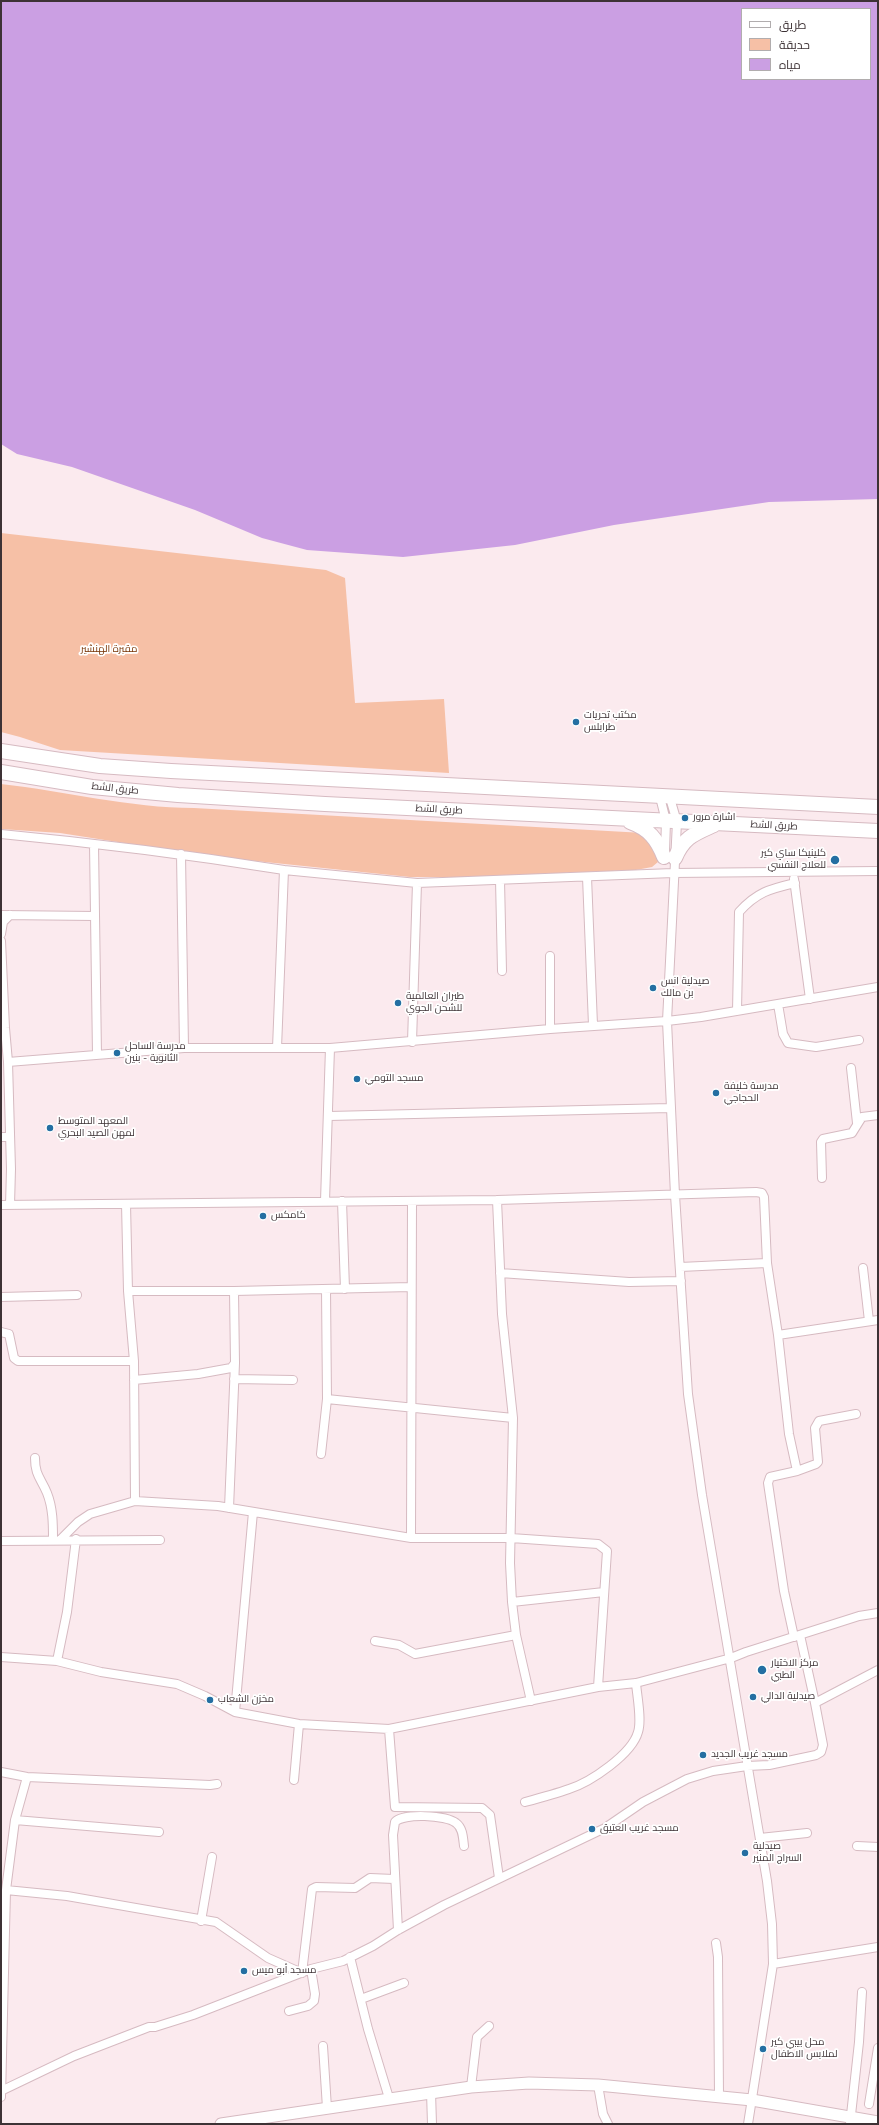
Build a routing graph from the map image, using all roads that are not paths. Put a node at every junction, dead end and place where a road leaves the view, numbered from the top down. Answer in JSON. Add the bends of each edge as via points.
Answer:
{"nodes":[{"id":1,"x":1,"y":751,"type":"edge"},
{"id":2,"x":4,"y":774,"type":"edge"},
{"id":3,"x":665,"y":797,"type":"junction"},
{"id":4,"x":878,"y":807,"type":"edge"},
{"id":5,"x":622,"y":819,"type":"junction"},
{"id":6,"x":672,"y":822,"type":"junction"},
{"id":7,"x":718,"y":824,"type":"junction"},
{"id":8,"x":878,"y":831,"type":"edge"},
{"id":9,"x":1,"y":834,"type":"edge"},
{"id":10,"x":94,"y":844,"type":"junction"},
{"id":11,"x":181,"y":854,"type":"junction"},
{"id":12,"x":672,"y":865,"type":"junction"},
{"id":13,"x":284,"y":870,"type":"junction"},
{"id":14,"x":878,"y":871,"type":"edge"},
{"id":15,"x":794,"y":872,"type":"junction"},
{"id":16,"x":587,"y":877,"type":"junction"},
{"id":17,"x":500,"y":880,"type":"junction"},
{"id":18,"x":417,"y":883,"type":"junction"},
{"id":19,"x":795,"y":883,"type":"junction"},
{"id":20,"x":5,"y":915,"type":"edge"},
{"id":21,"x":95,"y":916,"type":"junction"},
{"id":22,"x":1,"y":934,"type":"edge"},
{"id":23,"x":1,"y":941,"type":"edge"},
{"id":24,"x":550,"y":956,"type":"dead end"},
{"id":25,"x":502,"y":971,"type":"dead end"},
{"id":26,"x":878,"y":987,"type":"edge"},
{"id":27,"x":810,"y":999,"type":"junction"},
{"id":28,"x":778,"y":1004,"type":"junction"},
{"id":29,"x":737,"y":1011,"type":"junction"},
{"id":30,"x":667,"y":1021,"type":"junction"},
{"id":31,"x":593,"y":1025,"type":"junction"},
{"id":32,"x":550,"y":1029,"type":"junction"},
{"id":33,"x":859,"y":1040,"type":"dead end"},
{"id":34,"x":412,"y":1042,"type":"junction"},
{"id":35,"x":184,"y":1048,"type":"junction"},
{"id":36,"x":277,"y":1048,"type":"junction"},
{"id":37,"x":330,"y":1048,"type":"junction"},
{"id":38,"x":97,"y":1055,"type":"junction"},
{"id":39,"x":8,"y":1062,"type":"junction"},
{"id":40,"x":851,"y":1068,"type":"dead end"},
{"id":41,"x":9,"y":1084,"type":"junction"},
{"id":42,"x":1,"y":1088,"type":"edge"},
{"id":43,"x":670,"y":1108,"type":"junction"},
{"id":44,"x":878,"y":1115,"type":"edge"},
{"id":45,"x":329,"y":1116,"type":"junction"},
{"id":46,"x":857,"y":1123,"type":"junction"},
{"id":47,"x":5,"y":1137,"type":"edge"},
{"id":48,"x":822,"y":1178,"type":"dead end"},
{"id":49,"x":675,"y":1195,"type":"junction"},
{"id":50,"x":497,"y":1200,"type":"junction"},
{"id":51,"x":325,"y":1201,"type":"junction"},
{"id":52,"x":412,"y":1201,"type":"junction"},
{"id":53,"x":342,"y":1202,"type":"junction"},
{"id":54,"x":126,"y":1204,"type":"junction"},
{"id":55,"x":10,"y":1205,"type":"junction"},
{"id":56,"x":1,"y":1206,"type":"edge"},
{"id":57,"x":767,"y":1263,"type":"junction"},
{"id":58,"x":680,"y":1267,"type":"junction"},
{"id":59,"x":863,"y":1268,"type":"dead end"},
{"id":60,"x":500,"y":1272,"type":"junction"},
{"id":61,"x":680,"y":1281,"type":"junction"},
{"id":62,"x":411,"y":1287,"type":"junction"},
{"id":63,"x":326,"y":1289,"type":"junction"},
{"id":64,"x":345,"y":1289,"type":"junction"},
{"id":65,"x":128,"y":1291,"type":"junction"},
{"id":66,"x":234,"y":1291,"type":"junction"},
{"id":67,"x":77,"y":1295,"type":"dead end"},
{"id":68,"x":1,"y":1297,"type":"edge"},
{"id":69,"x":878,"y":1320,"type":"edge"},
{"id":70,"x":869,"y":1321,"type":"junction"},
{"id":71,"x":1,"y":1332,"type":"edge"},
{"id":72,"x":778,"y":1335,"type":"junction"},
{"id":73,"x":134,"y":1361,"type":"junction"},
{"id":74,"x":235,"y":1362,"type":"junction"},
{"id":75,"x":234,"y":1379,"type":"junction"},
{"id":76,"x":134,"y":1380,"type":"junction"},
{"id":77,"x":293,"y":1380,"type":"dead end"},
{"id":78,"x":327,"y":1399,"type":"junction"},
{"id":79,"x":410,"y":1407,"type":"junction"},
{"id":80,"x":856,"y":1414,"type":"dead end"},
{"id":81,"x":513,"y":1418,"type":"junction"},
{"id":82,"x":322,"y":1454,"type":"dead end"},
{"id":83,"x":35,"y":1458,"type":"dead end"},
{"id":84,"x":797,"y":1471,"type":"junction"},
{"id":85,"x":135,"y":1501,"type":"junction"},
{"id":86,"x":229,"y":1508,"type":"junction"},
{"id":87,"x":253,"y":1512,"type":"junction"},
{"id":88,"x":411,"y":1538,"type":"junction"},
{"id":89,"x":511,"y":1538,"type":"junction"},
{"id":90,"x":76,"y":1539,"type":"junction"},
{"id":91,"x":57,"y":1540,"type":"junction"},
{"id":92,"x":160,"y":1540,"type":"dead end"},
{"id":93,"x":1,"y":1541,"type":"edge"},
{"id":94,"x":604,"y":1592,"type":"junction"},
{"id":95,"x":512,"y":1602,"type":"junction"},
{"id":96,"x":878,"y":1613,"type":"edge"},
{"id":97,"x":516,"y":1635,"type":"junction"},
{"id":98,"x":797,"y":1636,"type":"junction"},
{"id":99,"x":375,"y":1641,"type":"dead end"},
{"id":100,"x":1,"y":1657,"type":"edge"},
{"id":101,"x":731,"y":1658,"type":"junction"},
{"id":102,"x":57,"y":1661,"type":"junction"},
{"id":103,"x":878,"y":1670,"type":"edge"},
{"id":104,"x":636,"y":1683,"type":"junction"},
{"id":105,"x":598,"y":1687,"type":"junction"},
{"id":106,"x":531,"y":1701,"type":"junction"},
{"id":107,"x":815,"y":1703,"type":"junction"},
{"id":108,"x":235,"y":1712,"type":"junction"},
{"id":109,"x":299,"y":1724,"type":"junction"},
{"id":110,"x":389,"y":1729,"type":"junction"},
{"id":111,"x":747,"y":1766,"type":"junction"},
{"id":112,"x":1,"y":1772,"type":"edge"},
{"id":113,"x":27,"y":1777,"type":"junction"},
{"id":114,"x":294,"y":1780,"type":"dead end"},
{"id":115,"x":217,"y":1784,"type":"dead end"},
{"id":116,"x":525,"y":1802,"type":"dead end"},
{"id":117,"x":15,"y":1820,"type":"junction"},
{"id":118,"x":159,"y":1832,"type":"dead end"},
{"id":119,"x":807,"y":1833,"type":"dead end"},
{"id":120,"x":760,"y":1838,"type":"junction"},
{"id":121,"x":464,"y":1846,"type":"dead end"},
{"id":122,"x":857,"y":1846,"type":"dead end"},
{"id":123,"x":878,"y":1846,"type":"edge"},
{"id":124,"x":212,"y":1857,"type":"dead end"},
{"id":125,"x":499,"y":1878,"type":"junction"},
{"id":126,"x":394,"y":1879,"type":"junction"},
{"id":127,"x":6,"y":1890,"type":"junction"},
{"id":128,"x":201,"y":1921,"type":"junction"},
{"id":129,"x":398,"y":1930,"type":"junction"},
{"id":130,"x":716,"y":1943,"type":"dead end"},
{"id":131,"x":878,"y":1947,"type":"edge"},
{"id":132,"x":350,"y":1957,"type":"junction"},
{"id":133,"x":773,"y":1964,"type":"junction"},
{"id":134,"x":311,"y":1969,"type":"junction"},
{"id":135,"x":302,"y":1973,"type":"junction"},
{"id":136,"x":404,"y":1983,"type":"dead end"},
{"id":137,"x":862,"y":1992,"type":"dead end"},
{"id":138,"x":362,"y":1999,"type":"junction"},
{"id":139,"x":289,"y":2011,"type":"dead end"},
{"id":140,"x":489,"y":2026,"type":"dead end"},
{"id":141,"x":323,"y":2046,"type":"dead end"},
{"id":142,"x":878,"y":2048,"type":"edge"},
{"id":143,"x":598,"y":2085,"type":"junction"},
{"id":144,"x":471,"y":2087,"type":"junction"},
{"id":145,"x":1,"y":2091,"type":"edge"},
{"id":146,"x":431,"y":2092,"type":"junction"},
{"id":147,"x":719,"y":2097,"type":"junction"},
{"id":148,"x":1,"y":2098,"type":"edge"},
{"id":149,"x":389,"y":2098,"type":"junction"},
{"id":150,"x":752,"y":2100,"type":"junction"},
{"id":151,"x":869,"y":2104,"type":"dead end"},
{"id":152,"x":327,"y":2108,"type":"junction"},
{"id":153,"x":850,"y":2121,"type":"edge"},
{"id":154,"x":878,"y":2122,"type":"edge"},
{"id":155,"x":221,"y":2124,"type":"edge"},
{"id":156,"x":432,"y":2124,"type":"edge"},
{"id":157,"x":608,"y":2124,"type":"edge"},
{"id":158,"x":748,"y":2124,"type":"edge"}],
"edges":[{"from":1,"to":3,"type":"highway","via":[[100,766],[171,771]]},
{"from":2,"to":5,"type":"highway","name":"طريق الشط","via":[[92,787],[178,795]]},
{"from":3,"to":4,"type":"highway"},
{"from":3,"to":6,"type":"street"},
{"from":5,"to":6,"type":"highway","name":"طريق الشط"},
{"from":5,"to":12,"type":"highway","via":[[643,827],[652,834]]},
{"from":6,"to":7,"type":"highway","name":"طريق الشط"},
{"from":6,"to":12,"type":"street"},
{"from":7,"to":8,"type":"highway","name":"طريق الشط"},
{"from":7,"to":12,"type":"highway","via":[[690,836],[679,849]]},
{"from":9,"to":10,"type":"street"},
{"from":10,"to":11,"type":"street"},
{"from":10,"to":21,"type":"street"},
{"from":11,"to":13,"type":"street"},
{"from":11,"to":35,"type":"street"},
{"from":12,"to":15,"type":"street"},
{"from":12,"to":16,"type":"street"},
{"from":12,"to":30,"type":"street"},
{"from":13,"to":18,"type":"street"},
{"from":13,"to":36,"type":"street"},
{"from":14,"to":15,"type":"street"},
{"from":15,"to":19,"type":"street"},
{"from":16,"to":17,"type":"street"},
{"from":16,"to":31,"type":"street"},
{"from":17,"to":18,"type":"street"},
{"from":17,"to":25,"type":"street"},
{"from":18,"to":34,"type":"street"},
{"from":19,"to":27,"type":"street"},
{"from":19,"to":29,"type":"street","via":[[769,889],[751,899],[739,912]]},
{"from":20,"to":21,"type":"street"},
{"from":20,"to":22,"type":"street"},
{"from":21,"to":38,"type":"street"},
{"from":23,"to":39,"type":"street"},
{"from":24,"to":32,"type":"street"},
{"from":26,"to":27,"type":"street"},
{"from":27,"to":28,"type":"street"},
{"from":28,"to":29,"type":"street"},
{"from":28,"to":33,"type":"street","via":[[783,1034],[788,1043],[816,1047]]},
{"from":29,"to":30,"type":"street"},
{"from":30,"to":31,"type":"street"},
{"from":30,"to":43,"type":"street"},
{"from":31,"to":32,"type":"street"},
{"from":32,"to":34,"type":"street"},
{"from":34,"to":37,"type":"street"},
{"from":35,"to":36,"type":"street"},
{"from":35,"to":38,"type":"street"},
{"from":36,"to":37,"type":"street"},
{"from":37,"to":45,"type":"street"},
{"from":38,"to":39,"type":"street"},
{"from":39,"to":41,"type":"street"},
{"from":40,"to":46,"type":"street"},
{"from":41,"to":42,"type":"street"},
{"from":41,"to":47,"type":"street"},
{"from":43,"to":45,"type":"street"},
{"from":43,"to":49,"type":"street"},
{"from":44,"to":46,"type":"street","via":[[866,1115]]},
{"from":45,"to":51,"type":"street"},
{"from":46,"to":48,"type":"street","via":[[852,1133],[827,1138],[821,1142]]},
{"from":47,"to":55,"type":"street","via":[[11,1169]]},
{"from":49,"to":50,"type":"street"},
{"from":49,"to":57,"type":"street","via":[[762,1193],[765,1202]]},
{"from":49,"to":58,"type":"street"},
{"from":50,"to":52,"type":"street"},
{"from":50,"to":60,"type":"street"},
{"from":51,"to":53,"type":"street"},
{"from":51,"to":54,"type":"street"},
{"from":52,"to":53,"type":"street"},
{"from":52,"to":62,"type":"street"},
{"from":53,"to":64,"type":"street"},
{"from":54,"to":55,"type":"street"},
{"from":54,"to":65,"type":"street"},
{"from":55,"to":56,"type":"street"},
{"from":57,"to":58,"type":"street"},
{"from":57,"to":72,"type":"street"},
{"from":58,"to":61,"type":"street"},
{"from":59,"to":70,"type":"street"},
{"from":60,"to":61,"type":"street","via":[[629,1282]]},
{"from":60,"to":81,"type":"street"},
{"from":61,"to":101,"type":"street","via":[[692,1429]]},
{"from":62,"to":64,"type":"street"},
{"from":62,"to":79,"type":"street"},
{"from":63,"to":64,"type":"street"},
{"from":63,"to":66,"type":"street"},
{"from":63,"to":78,"type":"street"},
{"from":65,"to":66,"type":"street"},
{"from":65,"to":73,"type":"street"},
{"from":66,"to":74,"type":"street"},
{"from":67,"to":68,"type":"street"},
{"from":69,"to":70,"type":"street"},
{"from":70,"to":72,"type":"street"},
{"from":71,"to":73,"type":"street","via":[[9,1334],[14,1358],[18,1361]]},
{"from":72,"to":84,"type":"street","via":[[789,1434]]},
{"from":73,"to":76,"type":"street"},
{"from":74,"to":75,"type":"street"},
{"from":74,"to":76,"type":"street","via":[[231,1368],[198,1374]]},
{"from":75,"to":77,"type":"street"},
{"from":75,"to":86,"type":"street"},
{"from":76,"to":85,"type":"street"},
{"from":78,"to":79,"type":"street"},
{"from":78,"to":82,"type":"street"},
{"from":79,"to":81,"type":"street"},
{"from":79,"to":88,"type":"street"},
{"from":80,"to":84,"type":"street","via":[[819,1421],[815,1428],[818,1462]]},
{"from":81,"to":89,"type":"street"},
{"from":83,"to":91,"type":"street","via":[[36,1474],[47,1493]]},
{"from":84,"to":98,"type":"street","via":[[770,1477],[768,1483],[784,1591]]},
{"from":85,"to":86,"type":"street"},
{"from":85,"to":91,"type":"street","via":[[90,1514]]},
{"from":86,"to":87,"type":"street"},
{"from":87,"to":88,"type":"street"},
{"from":87,"to":108,"type":"street"},
{"from":88,"to":89,"type":"street"},
{"from":89,"to":94,"type":"street","via":[[598,1544],[606,1551]]},
{"from":89,"to":95,"type":"street"},
{"from":90,"to":91,"type":"street"},
{"from":90,"to":92,"type":"street"},
{"from":90,"to":102,"type":"street","via":[[67,1612]]},
{"from":91,"to":93,"type":"street"},
{"from":94,"to":95,"type":"street"},
{"from":94,"to":105,"type":"street"},
{"from":95,"to":97,"type":"street"},
{"from":96,"to":98,"type":"street","via":[[859,1616]]},
{"from":97,"to":99,"type":"street","via":[[415,1654],[399,1645]]},
{"from":97,"to":106,"type":"street"},
{"from":98,"to":101,"type":"street"},
{"from":98,"to":107,"type":"street"},
{"from":100,"to":102,"type":"street"},
{"from":101,"to":104,"type":"street"},
{"from":101,"to":111,"type":"street"},
{"from":102,"to":108,"type":"street","via":[[101,1672],[177,1684]]},
{"from":103,"to":107,"type":"street"},
{"from":104,"to":105,"type":"street"},
{"from":104,"to":116,"type":"street","via":[[639,1728],[635,1740],[624,1753],[612,1764],[570,1789]]},
{"from":105,"to":106,"type":"street"},
{"from":106,"to":110,"type":"street"},
{"from":107,"to":111,"type":"street","via":[[822,1752],[816,1756],[769,1765]]},
{"from":108,"to":109,"type":"street"},
{"from":109,"to":110,"type":"street"},
{"from":109,"to":114,"type":"street"},
{"from":110,"to":125,"type":"street","via":[[395,1807],[482,1808],[490,1815]]},
{"from":111,"to":120,"type":"street"},
{"from":111,"to":125,"type":"street","via":[[714,1771],[677,1784],[643,1802],[605,1828]]},
{"from":112,"to":113,"type":"street"},
{"from":113,"to":115,"type":"street"},
{"from":113,"to":117,"type":"street"},
{"from":117,"to":118,"type":"street"},
{"from":117,"to":127,"type":"street"},
{"from":119,"to":120,"type":"street"},
{"from":120,"to":133,"type":"street","via":[[772,1924]]},
{"from":121,"to":126,"type":"street","via":[[461,1828],[447,1818],[399,1818],[393,1828]]},
{"from":122,"to":123,"type":"street"},
{"from":124,"to":128,"type":"street"},
{"from":125,"to":129,"type":"street"},
{"from":126,"to":129,"type":"street"},
{"from":126,"to":135,"type":"street","via":[[370,1878],[355,1888],[312,1889]]},
{"from":127,"to":128,"type":"street","via":[[67,1896]]},
{"from":127,"to":145,"type":"street"},
{"from":128,"to":135,"type":"street","via":[[216,1922],[268,1958]]},
{"from":129,"to":132,"type":"street","via":[[374,1946]]},
{"from":130,"to":147,"type":"street"},
{"from":131,"to":133,"type":"street"},
{"from":132,"to":134,"type":"street"},
{"from":132,"to":138,"type":"street"},
{"from":133,"to":150,"type":"street"},
{"from":134,"to":135,"type":"street"},
{"from":134,"to":139,"type":"street","via":[[314,2001],[308,2006]]},
{"from":135,"to":145,"type":"street","via":[[193,2015],[149,2027],[74,2056]]},
{"from":136,"to":138,"type":"street"},
{"from":137,"to":153,"type":"street"},
{"from":138,"to":149,"type":"street","via":[[368,2029]]},
{"from":140,"to":144,"type":"street","via":[[477,2037]]},
{"from":141,"to":152,"type":"street"},
{"from":142,"to":151,"type":"street"},
{"from":143,"to":144,"type":"street","via":[[529,2083]]},
{"from":143,"to":147,"type":"street"},
{"from":143,"to":157,"type":"street","via":[[603,2114]]},
{"from":144,"to":146,"type":"street"},
{"from":145,"to":148,"type":"street"},
{"from":146,"to":149,"type":"street"},
{"from":146,"to":156,"type":"street"},
{"from":147,"to":150,"type":"street"},
{"from":149,"to":152,"type":"street"},
{"from":150,"to":153,"type":"street"},
{"from":150,"to":158,"type":"street"},
{"from":152,"to":155,"type":"street"},
{"from":153,"to":154,"type":"street"}]}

■ ■ ■ ■

The answer must be every line from the records above that contains "طريق".

== Response ==
{"from":2,"to":5,"type":"highway","name":"طريق الشط","via":[[92,787],[178,795]]},
{"from":5,"to":6,"type":"highway","name":"طريق الشط"},
{"from":6,"to":7,"type":"highway","name":"طريق الشط"},
{"from":7,"to":8,"type":"highway","name":"طريق الشط"},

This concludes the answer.